┌──

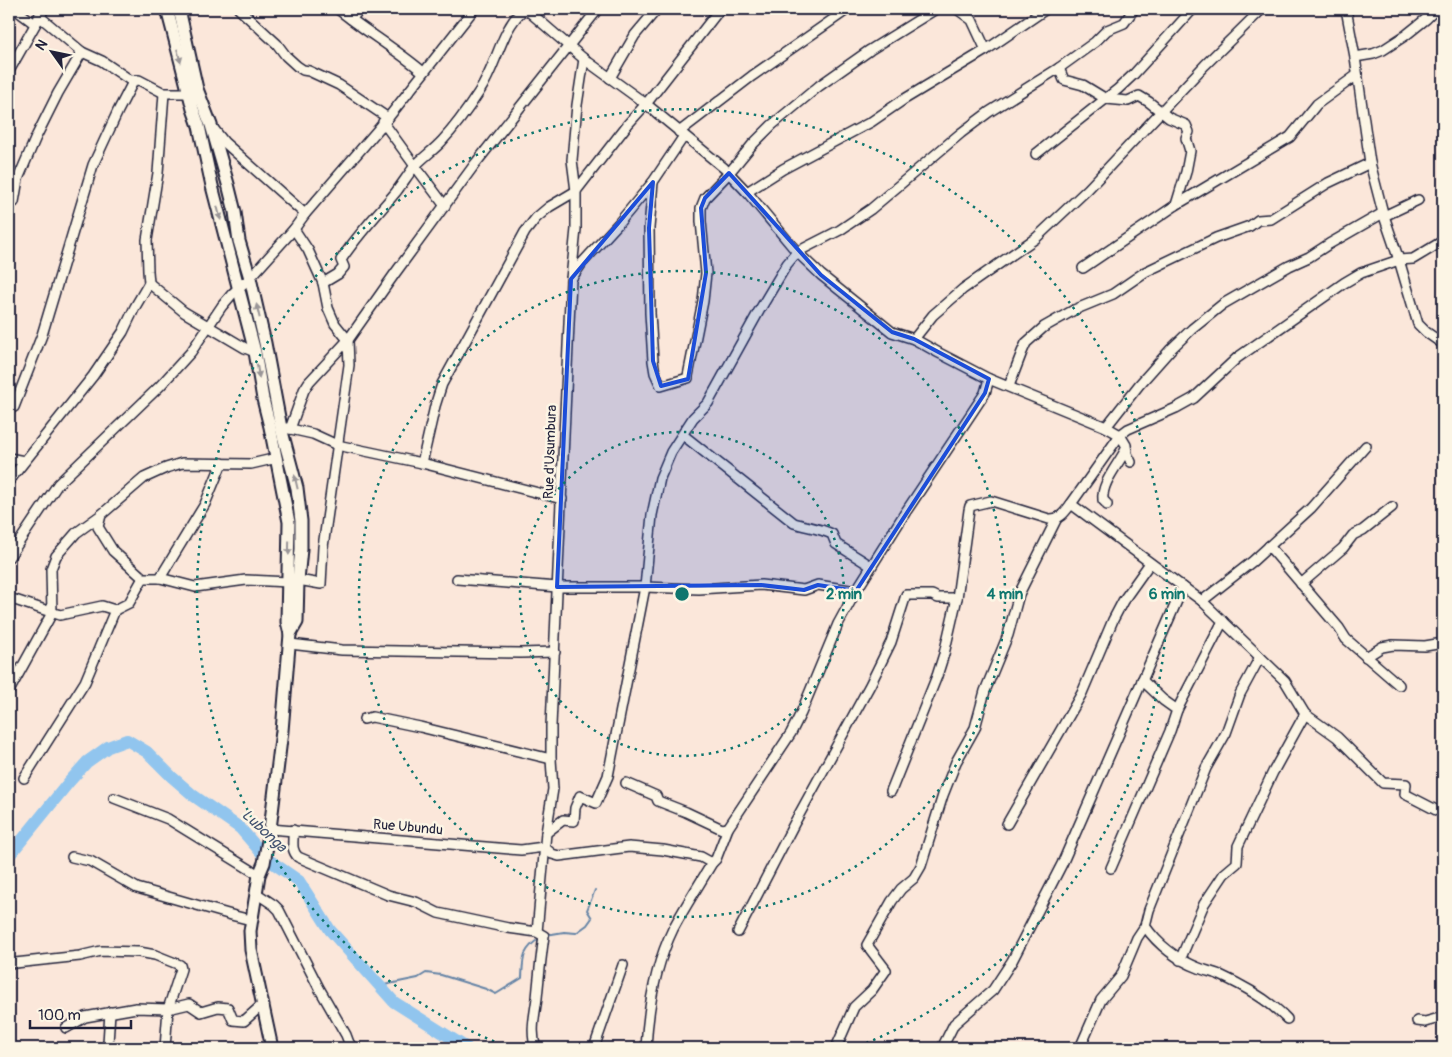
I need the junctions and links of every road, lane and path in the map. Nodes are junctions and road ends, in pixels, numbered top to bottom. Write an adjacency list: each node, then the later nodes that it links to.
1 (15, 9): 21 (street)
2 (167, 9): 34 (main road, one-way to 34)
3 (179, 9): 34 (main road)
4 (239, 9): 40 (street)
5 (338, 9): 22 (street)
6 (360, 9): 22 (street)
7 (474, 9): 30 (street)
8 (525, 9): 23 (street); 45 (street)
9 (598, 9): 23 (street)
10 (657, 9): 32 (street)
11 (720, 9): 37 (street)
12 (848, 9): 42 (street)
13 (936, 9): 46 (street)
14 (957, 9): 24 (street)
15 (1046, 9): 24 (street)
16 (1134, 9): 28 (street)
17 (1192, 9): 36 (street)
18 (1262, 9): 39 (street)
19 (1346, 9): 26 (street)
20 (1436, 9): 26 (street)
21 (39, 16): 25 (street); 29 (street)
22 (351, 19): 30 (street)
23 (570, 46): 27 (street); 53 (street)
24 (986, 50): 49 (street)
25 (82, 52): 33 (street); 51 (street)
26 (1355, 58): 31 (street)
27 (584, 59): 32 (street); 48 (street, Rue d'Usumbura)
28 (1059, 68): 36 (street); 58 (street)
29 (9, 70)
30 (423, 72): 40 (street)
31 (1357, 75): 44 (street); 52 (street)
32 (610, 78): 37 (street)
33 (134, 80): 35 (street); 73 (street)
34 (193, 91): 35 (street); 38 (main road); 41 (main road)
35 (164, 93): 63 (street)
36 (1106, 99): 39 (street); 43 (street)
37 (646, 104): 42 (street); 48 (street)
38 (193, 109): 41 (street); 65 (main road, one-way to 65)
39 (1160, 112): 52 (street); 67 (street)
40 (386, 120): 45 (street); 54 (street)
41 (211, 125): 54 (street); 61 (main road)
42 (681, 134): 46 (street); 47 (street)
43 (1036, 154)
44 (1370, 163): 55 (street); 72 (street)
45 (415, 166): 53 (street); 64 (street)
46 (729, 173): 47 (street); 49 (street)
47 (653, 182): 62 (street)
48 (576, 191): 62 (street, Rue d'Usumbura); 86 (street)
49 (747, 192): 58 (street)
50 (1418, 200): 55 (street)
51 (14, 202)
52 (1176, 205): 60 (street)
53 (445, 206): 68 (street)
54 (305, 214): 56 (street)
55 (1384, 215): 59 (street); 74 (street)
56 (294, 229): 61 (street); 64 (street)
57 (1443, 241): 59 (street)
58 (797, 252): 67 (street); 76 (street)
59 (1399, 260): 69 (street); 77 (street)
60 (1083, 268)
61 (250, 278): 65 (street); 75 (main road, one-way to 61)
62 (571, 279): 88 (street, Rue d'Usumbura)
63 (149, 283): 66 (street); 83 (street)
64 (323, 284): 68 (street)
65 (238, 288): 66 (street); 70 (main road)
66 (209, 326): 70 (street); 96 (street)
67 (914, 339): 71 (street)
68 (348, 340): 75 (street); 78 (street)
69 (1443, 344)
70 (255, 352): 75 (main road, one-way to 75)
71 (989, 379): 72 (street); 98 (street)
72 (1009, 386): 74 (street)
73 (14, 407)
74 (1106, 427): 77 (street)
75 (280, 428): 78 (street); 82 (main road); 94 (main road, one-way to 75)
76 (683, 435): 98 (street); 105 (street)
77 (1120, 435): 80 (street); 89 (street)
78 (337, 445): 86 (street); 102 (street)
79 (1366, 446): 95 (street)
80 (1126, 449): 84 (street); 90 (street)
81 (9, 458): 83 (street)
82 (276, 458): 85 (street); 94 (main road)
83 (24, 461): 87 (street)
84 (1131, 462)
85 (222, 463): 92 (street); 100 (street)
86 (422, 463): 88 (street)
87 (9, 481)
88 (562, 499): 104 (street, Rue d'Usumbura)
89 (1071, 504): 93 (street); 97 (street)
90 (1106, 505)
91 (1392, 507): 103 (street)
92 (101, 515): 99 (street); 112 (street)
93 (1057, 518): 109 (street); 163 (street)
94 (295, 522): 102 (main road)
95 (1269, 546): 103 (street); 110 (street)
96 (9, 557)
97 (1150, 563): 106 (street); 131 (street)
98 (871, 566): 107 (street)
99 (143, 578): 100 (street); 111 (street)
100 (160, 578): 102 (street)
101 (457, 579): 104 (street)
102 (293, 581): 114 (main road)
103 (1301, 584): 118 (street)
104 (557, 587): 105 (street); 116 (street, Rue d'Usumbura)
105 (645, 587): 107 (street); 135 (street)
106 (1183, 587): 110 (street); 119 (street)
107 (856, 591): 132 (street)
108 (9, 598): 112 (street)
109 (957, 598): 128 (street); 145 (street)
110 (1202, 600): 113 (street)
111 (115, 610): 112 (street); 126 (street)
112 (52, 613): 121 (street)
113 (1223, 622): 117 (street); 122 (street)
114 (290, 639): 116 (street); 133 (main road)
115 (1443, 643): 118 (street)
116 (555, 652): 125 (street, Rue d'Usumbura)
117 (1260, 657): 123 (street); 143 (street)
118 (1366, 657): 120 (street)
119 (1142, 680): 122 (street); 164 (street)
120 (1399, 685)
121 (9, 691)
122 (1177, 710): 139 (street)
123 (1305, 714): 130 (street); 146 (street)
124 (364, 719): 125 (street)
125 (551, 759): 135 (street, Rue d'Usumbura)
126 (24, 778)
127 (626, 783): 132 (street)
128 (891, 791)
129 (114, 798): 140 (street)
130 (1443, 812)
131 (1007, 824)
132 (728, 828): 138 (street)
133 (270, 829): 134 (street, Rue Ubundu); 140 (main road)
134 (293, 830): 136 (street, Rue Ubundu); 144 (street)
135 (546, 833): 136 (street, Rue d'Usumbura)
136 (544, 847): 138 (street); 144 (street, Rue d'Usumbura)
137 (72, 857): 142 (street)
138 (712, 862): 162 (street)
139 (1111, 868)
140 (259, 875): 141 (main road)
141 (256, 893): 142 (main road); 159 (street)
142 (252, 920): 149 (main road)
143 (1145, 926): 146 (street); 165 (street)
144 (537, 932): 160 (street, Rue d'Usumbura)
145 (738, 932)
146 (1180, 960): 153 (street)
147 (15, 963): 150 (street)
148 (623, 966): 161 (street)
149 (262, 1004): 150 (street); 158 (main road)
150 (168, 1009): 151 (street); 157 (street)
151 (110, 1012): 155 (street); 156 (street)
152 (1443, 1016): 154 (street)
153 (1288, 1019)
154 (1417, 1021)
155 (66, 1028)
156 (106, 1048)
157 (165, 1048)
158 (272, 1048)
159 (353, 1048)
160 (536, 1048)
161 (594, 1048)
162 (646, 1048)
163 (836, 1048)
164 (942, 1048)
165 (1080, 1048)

└──

• [Exercise prompt] In the material above, find the lines that contain "Ubundu" and show them.

• [Solution to the problem]
133 (270, 829): 134 (street, Rue Ubundu); 140 (main road)
134 (293, 830): 136 (street, Rue Ubundu); 144 (street)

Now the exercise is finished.